ROCK HILL, S.C. (BP)–There’s a street on the Catawba Indian Nation reservation in Rock Hill named World Changers Lane — a lasting tribute to the students who helped build four new houses there in the summer of 1996. World Changers volunteers have since returned to the South Carolina reservation each year to rehabilitate a total of 228 homes.

“What’s always excited the tribe is to see how far these youth come to give up a week or two weeks of their summer vacation to help people who they do not know,” said Dewey Adams, a member of the Catawba tribal council who was involved in the initial project. “And they also minister to them, and tell them about their beliefs and why they are here.”

The students, meanwhile, leave with not only new skills in painting and roofing — but also a new appreciation for serving Christ through serving others.

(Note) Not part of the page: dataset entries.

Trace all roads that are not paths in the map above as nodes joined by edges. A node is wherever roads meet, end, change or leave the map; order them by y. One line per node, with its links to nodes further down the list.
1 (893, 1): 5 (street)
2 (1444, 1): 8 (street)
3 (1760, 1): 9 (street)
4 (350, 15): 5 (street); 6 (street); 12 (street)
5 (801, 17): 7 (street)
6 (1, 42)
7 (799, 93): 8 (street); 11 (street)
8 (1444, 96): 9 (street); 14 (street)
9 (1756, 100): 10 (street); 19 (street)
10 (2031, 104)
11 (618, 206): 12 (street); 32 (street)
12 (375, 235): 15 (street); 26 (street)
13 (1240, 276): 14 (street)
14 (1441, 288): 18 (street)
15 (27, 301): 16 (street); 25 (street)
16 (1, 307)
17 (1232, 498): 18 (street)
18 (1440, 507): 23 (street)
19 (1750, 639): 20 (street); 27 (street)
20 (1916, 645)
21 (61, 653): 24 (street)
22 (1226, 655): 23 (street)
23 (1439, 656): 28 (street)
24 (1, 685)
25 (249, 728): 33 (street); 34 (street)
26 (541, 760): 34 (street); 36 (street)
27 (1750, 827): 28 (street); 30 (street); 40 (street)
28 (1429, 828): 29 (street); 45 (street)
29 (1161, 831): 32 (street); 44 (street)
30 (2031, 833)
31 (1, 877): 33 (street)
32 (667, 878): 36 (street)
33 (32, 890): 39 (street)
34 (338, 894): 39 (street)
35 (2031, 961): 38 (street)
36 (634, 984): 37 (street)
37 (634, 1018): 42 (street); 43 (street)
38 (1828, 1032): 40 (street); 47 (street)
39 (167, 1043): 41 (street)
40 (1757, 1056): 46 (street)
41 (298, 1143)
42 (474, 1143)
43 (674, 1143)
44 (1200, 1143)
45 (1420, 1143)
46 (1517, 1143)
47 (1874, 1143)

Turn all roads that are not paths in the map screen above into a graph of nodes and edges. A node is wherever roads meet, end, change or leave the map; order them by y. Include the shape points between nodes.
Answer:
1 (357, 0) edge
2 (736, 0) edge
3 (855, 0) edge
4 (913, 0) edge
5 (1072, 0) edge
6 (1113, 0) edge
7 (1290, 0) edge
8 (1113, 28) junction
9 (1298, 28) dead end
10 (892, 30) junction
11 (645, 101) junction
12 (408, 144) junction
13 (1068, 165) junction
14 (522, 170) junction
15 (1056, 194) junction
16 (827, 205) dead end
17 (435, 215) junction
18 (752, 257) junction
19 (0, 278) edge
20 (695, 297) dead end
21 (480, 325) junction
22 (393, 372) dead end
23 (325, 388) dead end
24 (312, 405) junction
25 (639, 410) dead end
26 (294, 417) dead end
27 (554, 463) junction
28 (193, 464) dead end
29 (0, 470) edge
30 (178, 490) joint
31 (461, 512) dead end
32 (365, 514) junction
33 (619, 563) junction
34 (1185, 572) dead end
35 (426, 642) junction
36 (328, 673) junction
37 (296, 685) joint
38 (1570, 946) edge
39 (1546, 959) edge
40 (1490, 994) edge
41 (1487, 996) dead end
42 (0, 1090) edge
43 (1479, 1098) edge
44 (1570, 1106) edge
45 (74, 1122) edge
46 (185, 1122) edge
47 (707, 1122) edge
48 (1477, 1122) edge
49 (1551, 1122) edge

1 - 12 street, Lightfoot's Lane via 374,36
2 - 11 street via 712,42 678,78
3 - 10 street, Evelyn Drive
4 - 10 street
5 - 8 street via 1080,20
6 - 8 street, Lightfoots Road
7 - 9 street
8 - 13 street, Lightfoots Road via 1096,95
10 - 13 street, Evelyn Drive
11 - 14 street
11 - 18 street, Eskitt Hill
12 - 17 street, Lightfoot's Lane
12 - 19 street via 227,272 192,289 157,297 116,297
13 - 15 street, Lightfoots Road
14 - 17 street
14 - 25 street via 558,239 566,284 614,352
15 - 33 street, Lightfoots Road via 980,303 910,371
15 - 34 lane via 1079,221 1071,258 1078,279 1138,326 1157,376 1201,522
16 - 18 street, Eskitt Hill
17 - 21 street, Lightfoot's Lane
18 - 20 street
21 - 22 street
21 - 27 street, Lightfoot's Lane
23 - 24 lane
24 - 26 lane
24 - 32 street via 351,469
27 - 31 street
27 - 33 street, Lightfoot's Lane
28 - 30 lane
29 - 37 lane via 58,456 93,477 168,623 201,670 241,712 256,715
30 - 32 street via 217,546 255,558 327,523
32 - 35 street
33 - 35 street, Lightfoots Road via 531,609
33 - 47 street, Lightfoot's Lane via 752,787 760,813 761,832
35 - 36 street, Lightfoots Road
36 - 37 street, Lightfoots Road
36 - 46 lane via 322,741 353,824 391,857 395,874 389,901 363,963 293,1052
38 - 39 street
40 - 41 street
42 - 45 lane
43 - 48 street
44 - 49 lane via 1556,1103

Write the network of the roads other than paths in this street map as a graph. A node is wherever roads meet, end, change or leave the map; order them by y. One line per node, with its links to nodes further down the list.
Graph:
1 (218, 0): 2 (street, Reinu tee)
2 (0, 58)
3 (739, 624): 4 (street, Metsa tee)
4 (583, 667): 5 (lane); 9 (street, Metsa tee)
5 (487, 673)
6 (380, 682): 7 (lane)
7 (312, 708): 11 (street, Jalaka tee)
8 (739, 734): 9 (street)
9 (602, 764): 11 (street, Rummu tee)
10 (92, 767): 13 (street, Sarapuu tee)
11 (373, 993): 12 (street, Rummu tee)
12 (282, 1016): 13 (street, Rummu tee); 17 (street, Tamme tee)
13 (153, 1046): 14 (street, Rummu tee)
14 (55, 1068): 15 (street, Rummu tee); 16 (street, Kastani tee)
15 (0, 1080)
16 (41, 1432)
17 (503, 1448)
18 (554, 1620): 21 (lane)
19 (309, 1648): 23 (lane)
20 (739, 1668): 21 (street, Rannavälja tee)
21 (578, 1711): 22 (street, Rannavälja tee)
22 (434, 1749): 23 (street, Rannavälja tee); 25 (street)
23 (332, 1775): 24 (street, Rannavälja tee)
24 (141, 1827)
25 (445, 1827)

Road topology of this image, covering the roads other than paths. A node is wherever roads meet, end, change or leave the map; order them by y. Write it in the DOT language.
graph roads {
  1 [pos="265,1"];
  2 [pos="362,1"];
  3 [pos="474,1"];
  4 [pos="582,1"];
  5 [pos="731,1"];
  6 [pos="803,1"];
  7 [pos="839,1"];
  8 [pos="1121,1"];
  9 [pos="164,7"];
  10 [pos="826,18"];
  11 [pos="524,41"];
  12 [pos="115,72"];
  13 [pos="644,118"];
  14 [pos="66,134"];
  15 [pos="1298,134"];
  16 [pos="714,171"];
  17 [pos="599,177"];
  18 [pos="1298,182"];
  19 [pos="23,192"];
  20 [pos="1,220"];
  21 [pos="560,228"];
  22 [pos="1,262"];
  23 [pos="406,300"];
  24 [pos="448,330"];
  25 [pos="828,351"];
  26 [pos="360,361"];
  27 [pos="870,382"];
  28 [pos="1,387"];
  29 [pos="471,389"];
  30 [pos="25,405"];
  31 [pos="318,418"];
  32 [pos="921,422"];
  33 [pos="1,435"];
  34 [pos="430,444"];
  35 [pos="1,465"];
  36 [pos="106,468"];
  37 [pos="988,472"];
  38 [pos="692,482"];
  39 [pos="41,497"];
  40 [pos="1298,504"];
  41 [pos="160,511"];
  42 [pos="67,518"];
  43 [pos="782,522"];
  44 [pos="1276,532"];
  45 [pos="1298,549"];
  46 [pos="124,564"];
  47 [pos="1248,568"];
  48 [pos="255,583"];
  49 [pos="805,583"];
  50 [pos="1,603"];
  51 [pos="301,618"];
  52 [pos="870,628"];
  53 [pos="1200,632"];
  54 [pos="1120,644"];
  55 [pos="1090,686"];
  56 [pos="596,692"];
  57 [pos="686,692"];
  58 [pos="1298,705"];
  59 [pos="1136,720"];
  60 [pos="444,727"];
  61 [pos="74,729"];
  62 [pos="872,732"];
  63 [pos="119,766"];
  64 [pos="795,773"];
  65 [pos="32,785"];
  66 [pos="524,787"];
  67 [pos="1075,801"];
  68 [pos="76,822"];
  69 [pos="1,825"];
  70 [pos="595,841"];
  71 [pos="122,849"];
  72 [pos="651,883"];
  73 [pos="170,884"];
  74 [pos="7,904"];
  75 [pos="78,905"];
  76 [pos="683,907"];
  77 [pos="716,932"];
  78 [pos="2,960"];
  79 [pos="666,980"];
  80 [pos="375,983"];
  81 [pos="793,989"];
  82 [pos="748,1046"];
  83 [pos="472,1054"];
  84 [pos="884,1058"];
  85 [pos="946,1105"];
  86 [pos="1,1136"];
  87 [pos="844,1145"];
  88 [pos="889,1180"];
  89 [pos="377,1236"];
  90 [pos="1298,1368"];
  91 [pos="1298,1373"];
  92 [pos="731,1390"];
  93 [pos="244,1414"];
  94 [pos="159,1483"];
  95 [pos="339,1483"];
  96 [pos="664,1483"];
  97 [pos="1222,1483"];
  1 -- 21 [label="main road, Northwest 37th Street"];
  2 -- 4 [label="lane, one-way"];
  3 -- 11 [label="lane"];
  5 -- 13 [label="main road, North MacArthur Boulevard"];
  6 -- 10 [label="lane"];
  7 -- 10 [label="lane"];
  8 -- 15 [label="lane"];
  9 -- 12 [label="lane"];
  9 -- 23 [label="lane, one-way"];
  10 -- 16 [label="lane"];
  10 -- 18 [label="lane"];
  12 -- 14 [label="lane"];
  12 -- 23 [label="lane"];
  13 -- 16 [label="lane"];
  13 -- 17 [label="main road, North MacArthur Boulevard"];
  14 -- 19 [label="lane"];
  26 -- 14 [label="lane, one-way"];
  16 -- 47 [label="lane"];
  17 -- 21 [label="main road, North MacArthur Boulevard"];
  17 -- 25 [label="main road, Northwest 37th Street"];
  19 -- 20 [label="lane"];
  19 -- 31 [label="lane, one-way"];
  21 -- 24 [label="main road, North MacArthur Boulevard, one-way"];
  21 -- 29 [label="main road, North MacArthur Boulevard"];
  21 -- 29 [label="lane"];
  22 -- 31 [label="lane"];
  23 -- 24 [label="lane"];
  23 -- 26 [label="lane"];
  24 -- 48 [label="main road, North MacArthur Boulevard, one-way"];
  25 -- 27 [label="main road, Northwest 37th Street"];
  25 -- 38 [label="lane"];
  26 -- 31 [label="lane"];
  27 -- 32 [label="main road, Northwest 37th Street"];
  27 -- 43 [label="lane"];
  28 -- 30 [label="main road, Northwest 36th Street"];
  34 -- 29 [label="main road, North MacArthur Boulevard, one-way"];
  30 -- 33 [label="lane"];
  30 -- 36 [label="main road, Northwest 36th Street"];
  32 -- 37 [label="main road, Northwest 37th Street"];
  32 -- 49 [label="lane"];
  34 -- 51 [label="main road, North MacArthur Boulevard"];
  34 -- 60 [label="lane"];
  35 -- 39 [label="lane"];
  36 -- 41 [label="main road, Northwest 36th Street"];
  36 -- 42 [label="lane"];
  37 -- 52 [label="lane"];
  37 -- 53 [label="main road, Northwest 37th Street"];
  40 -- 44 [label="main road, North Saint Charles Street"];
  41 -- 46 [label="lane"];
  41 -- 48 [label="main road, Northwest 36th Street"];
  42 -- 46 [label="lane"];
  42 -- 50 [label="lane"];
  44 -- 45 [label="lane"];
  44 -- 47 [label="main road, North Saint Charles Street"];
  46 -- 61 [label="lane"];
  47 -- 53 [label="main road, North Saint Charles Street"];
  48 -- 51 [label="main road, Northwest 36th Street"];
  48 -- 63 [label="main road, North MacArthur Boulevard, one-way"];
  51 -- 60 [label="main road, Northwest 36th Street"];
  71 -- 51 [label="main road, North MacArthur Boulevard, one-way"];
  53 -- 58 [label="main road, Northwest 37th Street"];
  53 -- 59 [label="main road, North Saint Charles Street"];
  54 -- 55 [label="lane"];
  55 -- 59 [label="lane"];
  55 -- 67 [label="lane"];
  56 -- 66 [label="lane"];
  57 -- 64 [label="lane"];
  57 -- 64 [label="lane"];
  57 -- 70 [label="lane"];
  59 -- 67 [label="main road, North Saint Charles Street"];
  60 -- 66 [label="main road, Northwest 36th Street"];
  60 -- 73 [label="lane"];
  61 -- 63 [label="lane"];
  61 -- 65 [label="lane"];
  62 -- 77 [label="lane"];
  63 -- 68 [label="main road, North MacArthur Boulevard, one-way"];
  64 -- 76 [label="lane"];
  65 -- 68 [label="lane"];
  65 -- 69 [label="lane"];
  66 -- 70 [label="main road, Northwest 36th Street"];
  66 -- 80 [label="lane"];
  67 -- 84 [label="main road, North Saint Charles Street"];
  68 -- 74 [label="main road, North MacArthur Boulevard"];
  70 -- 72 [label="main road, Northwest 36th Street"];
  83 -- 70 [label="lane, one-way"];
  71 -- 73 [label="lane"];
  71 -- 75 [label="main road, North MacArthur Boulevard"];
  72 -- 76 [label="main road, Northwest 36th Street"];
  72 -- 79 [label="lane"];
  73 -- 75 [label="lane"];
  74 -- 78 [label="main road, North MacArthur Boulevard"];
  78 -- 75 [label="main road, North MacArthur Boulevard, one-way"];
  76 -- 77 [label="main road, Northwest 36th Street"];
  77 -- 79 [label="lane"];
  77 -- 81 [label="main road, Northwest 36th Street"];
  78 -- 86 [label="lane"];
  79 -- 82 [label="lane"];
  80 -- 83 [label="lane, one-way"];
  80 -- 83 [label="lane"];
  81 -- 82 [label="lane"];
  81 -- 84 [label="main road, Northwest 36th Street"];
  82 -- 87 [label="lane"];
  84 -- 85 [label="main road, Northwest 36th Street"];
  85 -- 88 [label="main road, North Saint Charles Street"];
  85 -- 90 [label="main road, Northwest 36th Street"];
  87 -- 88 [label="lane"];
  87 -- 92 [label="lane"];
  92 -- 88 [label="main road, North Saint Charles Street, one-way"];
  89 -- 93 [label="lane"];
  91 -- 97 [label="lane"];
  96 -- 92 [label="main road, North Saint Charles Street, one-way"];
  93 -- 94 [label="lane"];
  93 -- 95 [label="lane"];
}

“It was just amazing. I learned so much,” said Tommy Murray, a college sophomore who accepted Christ during his first World Changers experience on the reservation in 1998. “It helped me realize who God was and what he was in my life,” said Murray, a member of First Baptist Church of Walterboro, S.C.

Those two sides of World Changers illustrate the broad-based appeal of the Southern Baptist ministry, through which the North American Mission Board has sent out more than 81,000 students to repair 6,000-plus homes since the program’s launch in 1990.

This summer, a record 85 projects will be conducted — including 14 international projects.

World Changers actually grew out of a desire by leaders at the former SBC Brotherhood Commission to provide a hands-on mission education opportunity for students to complement existing church-based mission education. It has since grown to not only provide missions awareness, but also a tool for evangelism, discipleship and even church planting in some areas.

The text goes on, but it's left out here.